Question

How do you find the terminal point on the unit circle determined by $ t = \dfrac{{5\pi
}}{{12}} $ ?

Answer 1

Hint:In this question we need to find the terminal point on the unit circle determined by $ t =
\dfrac{{5\pi }}{{12}} $ . Here, we will use the cosine as $ x $ -coordinate and the sine as $ y $ -coordinate are mostly acute-angle measures. Then, we will convert the radian into degrees. At last, we will find the values and substitute it, which is the required coordinates.

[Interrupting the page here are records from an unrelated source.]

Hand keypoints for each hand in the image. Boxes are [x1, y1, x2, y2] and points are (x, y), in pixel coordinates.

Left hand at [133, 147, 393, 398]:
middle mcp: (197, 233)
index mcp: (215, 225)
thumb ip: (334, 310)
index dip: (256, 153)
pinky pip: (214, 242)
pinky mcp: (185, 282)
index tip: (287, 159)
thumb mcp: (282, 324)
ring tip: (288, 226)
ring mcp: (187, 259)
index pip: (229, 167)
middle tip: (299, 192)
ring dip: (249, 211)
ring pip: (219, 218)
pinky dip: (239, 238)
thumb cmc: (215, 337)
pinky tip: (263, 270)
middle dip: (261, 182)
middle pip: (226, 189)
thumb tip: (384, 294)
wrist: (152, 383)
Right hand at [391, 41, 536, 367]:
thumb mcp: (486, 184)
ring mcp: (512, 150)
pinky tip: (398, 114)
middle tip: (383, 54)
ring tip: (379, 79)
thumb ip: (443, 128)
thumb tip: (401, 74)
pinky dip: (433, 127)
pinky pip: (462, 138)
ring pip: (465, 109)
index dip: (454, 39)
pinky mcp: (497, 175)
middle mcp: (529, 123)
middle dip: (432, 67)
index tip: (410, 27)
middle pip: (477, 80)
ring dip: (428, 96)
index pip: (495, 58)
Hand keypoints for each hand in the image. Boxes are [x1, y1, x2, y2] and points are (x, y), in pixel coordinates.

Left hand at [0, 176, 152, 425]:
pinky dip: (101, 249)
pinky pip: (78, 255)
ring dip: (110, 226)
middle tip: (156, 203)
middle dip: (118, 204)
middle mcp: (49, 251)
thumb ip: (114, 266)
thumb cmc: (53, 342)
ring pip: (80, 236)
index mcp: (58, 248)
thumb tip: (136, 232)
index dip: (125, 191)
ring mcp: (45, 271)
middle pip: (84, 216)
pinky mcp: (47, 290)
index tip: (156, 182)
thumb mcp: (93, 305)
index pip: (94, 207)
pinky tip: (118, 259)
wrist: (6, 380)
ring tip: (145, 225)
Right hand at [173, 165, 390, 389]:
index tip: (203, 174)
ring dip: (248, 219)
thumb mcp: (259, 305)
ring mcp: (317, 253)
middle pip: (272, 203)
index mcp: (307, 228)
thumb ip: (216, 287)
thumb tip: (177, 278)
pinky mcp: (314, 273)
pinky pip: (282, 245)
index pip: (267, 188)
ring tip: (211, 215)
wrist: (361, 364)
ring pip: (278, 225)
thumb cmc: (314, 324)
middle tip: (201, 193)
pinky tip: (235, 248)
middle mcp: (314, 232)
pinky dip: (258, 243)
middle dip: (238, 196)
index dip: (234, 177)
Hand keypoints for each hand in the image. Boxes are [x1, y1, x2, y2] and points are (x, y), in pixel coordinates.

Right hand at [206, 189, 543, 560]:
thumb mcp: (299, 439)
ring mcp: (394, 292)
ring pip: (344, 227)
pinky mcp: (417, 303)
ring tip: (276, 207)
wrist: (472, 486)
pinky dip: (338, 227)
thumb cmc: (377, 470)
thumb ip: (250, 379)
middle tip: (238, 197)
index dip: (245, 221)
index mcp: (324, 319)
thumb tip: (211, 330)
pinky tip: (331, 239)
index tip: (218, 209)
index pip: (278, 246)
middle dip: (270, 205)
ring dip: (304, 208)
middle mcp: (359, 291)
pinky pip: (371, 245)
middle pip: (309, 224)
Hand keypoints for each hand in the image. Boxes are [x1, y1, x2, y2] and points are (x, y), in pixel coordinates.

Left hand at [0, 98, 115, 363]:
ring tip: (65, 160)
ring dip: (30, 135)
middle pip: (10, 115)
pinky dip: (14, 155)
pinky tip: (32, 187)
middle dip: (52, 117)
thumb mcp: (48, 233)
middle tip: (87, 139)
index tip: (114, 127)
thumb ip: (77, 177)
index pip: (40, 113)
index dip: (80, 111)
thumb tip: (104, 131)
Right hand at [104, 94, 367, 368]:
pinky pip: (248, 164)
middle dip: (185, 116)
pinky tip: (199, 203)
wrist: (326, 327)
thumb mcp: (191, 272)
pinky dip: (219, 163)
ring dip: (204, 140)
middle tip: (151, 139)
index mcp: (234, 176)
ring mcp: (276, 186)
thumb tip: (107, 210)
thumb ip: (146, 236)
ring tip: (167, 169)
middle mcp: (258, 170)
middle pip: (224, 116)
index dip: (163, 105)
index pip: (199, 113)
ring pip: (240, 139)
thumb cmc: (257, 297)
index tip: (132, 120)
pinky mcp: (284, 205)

Complete step-by-step solution:
Now, we need to find the terminal point on the unit circle determined by $ t = \dfrac{{5\pi }}{{12}} $ .
Generally, the terminal point on the unit circle has the cosine as $ x $ -coordinate and the sine as $ y $ - coordinate are mostly acute-angle measures.
Here $ t = \dfrac{{5\pi }}{{12}} $ , therefore for the $ x $ -coordinate,
 $ \cos t = \dfrac{{5\pi }}{{12}} $
Then, for the $ y $ -coordinate,
 $ \sin t = \dfrac{{5\pi }}{{12}} $
To convert radians into degrees, multiply by $ 180\pi $ , since a full circle is $ 360^\circ $ .
Therefore we have, $ \cos t = \cos 75 $ and $ \sin t = \sin 75 $ .
Then, $ \cos 75 = 0.258 $
And, $ \sin 75 = 0.965 $
 $ \Rightarrow \left( {\cos \dfrac{{5\pi }}{{12}},\sin \dfrac{{5\pi }}{{12}}} \right) = \left( {0.258,0.965}
\right) $

Hence, the terminal point on the unit circle determined by $ t = \dfrac{{5\pi }}{{12}} $ is $ \left(
{0.258,0.965} \right) $ .

Note: In this question, it is important to note that the unit circle is a circle with its centre at the origin of the coordinate plane and with a radius of $ 1\,unit $ . If $ \left( {x,y} \right) $ are the coordinates of a point on the circle, then for the right-triangle the Pythagorean theorem for unit circle is $ {x^2} + {y^2} = 1 $ . The terminal point is the ray that has been rotated around the origin to form an angle with the stationary ray that is the initial side of the angle. They are sine and cosine values of the most common acute-angle measures. However be careful when converting the radian into degree.